新卒の就職問題を考える
近頃メディアで問題視されている大学新卒生の就職問題。
リーマンショック以降の世界的な大不況のなか、日本の企業は新卒採用の数を抑え始めた。
そこで悪化した新卒内定取得率に危機感を覚えた政府や関係各団体は現在の採用慣行とは異なる採用方式を探り出した。
彼らはまず採用の時期を問題視した。いまのままでは大学生が就職活動を始めるのが早すぎで、それによって就職活動の期間が長期化してしまっている、という。
かつ就職活動の期間が長期化してしまっているがために学生は海外留学をする時期を逸してしまっている、という。
それはどうだろうか。
いまの日本の就職活動の問題は時期で論じるよりも期間で論じた方が今後の改善に繋がると思う。
現在行われている大学生の就職活動制度では大学三年の夏あたりからインターンシップを経験し、10月以降に説明会に参加し、12月以降にエントリーシートを提出したりテストを受けたりし、4月以降に面接に臨む。
学生は約半年間就職活動に縛り付けられることになる。期間にしてはさほど「長期化」されてしまったとは感じない。
問題はむしろたった半年間の間に上記の手順を踏みつつ企業の適性を見極め、自分の一生涯を決め、かつ学業も全うしないといけないということだ。
しかもこの半年間で結果を出せないと、新卒採用偏重が当たり前の日本だと採用口が今後見つからないという可能性が出てくる。
これでは優秀な人材が(正社員として)社会に出る機会を逸してしまう可能性がある。
労働力人口が下がり続けている日本では非常に残念なことだ。
では、新卒内定取得率を上げるにはどうすればいいか。
現在の就職活動制度を改め、大学一年の時期から大学生が就職活動をできるようにすればいいのだ。
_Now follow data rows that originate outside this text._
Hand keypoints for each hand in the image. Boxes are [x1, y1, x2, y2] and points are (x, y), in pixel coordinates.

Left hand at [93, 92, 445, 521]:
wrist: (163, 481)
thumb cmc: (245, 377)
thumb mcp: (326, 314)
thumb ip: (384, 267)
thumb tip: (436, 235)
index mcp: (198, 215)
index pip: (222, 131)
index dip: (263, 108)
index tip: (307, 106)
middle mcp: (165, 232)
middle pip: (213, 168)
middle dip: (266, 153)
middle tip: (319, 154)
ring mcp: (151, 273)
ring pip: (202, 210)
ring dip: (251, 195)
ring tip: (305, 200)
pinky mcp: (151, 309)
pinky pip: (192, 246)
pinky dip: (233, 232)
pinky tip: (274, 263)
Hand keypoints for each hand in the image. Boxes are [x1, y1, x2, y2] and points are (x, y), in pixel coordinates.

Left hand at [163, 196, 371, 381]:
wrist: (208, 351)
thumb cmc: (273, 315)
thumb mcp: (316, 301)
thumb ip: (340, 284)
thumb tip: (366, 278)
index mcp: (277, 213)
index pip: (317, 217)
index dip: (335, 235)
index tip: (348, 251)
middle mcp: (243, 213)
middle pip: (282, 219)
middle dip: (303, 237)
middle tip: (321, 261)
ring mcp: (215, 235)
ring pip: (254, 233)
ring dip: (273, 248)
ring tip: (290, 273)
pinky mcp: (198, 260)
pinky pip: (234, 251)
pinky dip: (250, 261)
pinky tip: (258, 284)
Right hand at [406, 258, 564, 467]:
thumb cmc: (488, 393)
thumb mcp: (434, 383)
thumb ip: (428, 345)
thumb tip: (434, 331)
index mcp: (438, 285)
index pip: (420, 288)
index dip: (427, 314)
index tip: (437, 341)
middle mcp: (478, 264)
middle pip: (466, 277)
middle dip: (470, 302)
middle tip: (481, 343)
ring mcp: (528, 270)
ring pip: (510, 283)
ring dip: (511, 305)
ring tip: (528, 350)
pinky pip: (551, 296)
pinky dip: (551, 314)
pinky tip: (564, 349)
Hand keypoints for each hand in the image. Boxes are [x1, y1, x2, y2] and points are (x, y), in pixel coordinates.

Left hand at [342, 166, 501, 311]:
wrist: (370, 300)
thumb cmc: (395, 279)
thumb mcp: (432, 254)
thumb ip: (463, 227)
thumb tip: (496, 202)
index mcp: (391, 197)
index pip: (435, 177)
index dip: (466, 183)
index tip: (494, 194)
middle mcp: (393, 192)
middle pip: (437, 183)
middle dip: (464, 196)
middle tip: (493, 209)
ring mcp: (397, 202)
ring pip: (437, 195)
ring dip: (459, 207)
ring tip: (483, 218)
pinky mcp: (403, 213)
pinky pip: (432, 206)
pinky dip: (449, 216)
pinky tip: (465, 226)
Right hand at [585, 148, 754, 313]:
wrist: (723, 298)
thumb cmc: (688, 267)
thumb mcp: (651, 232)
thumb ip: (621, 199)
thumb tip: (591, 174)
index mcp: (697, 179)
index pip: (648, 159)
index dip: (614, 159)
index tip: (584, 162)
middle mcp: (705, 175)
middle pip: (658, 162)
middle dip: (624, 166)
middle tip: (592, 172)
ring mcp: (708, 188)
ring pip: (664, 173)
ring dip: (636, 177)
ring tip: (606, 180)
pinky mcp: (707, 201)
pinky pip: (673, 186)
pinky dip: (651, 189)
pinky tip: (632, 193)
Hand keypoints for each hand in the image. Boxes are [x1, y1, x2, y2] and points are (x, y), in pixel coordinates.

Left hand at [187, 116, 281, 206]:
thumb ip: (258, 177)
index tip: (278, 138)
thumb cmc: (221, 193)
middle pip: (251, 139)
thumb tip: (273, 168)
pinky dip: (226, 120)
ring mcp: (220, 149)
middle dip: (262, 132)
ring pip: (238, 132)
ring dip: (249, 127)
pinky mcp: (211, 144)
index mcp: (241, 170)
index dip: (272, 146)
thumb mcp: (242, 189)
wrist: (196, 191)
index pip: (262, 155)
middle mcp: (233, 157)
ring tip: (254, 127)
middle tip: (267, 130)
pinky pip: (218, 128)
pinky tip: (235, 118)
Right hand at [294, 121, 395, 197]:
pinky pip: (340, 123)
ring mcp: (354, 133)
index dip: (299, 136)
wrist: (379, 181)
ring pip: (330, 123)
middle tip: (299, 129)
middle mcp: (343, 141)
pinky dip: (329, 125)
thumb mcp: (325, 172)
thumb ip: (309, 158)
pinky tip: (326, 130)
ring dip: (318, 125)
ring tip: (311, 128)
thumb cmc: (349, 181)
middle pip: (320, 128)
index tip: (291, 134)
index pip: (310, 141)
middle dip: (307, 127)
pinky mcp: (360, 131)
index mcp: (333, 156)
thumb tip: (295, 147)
つまり就職活動の時期を短縮するのではなく、むしろ極端に長期化するのだ。
学生が200%(勉学、自身の一生涯の決定、企業分析、自己分析、アルバイト、エントリーシートの作成、面接等)を半年間の間に求められていることが問題視され、ならば期間を短縮してあげれば学生に対する負荷が減るという理論は難しい。むしろ、200%をより短期間に求めれば学生はさらに就職活動をストレスと感じ、社会に出る意欲が萎縮してしまうだろう。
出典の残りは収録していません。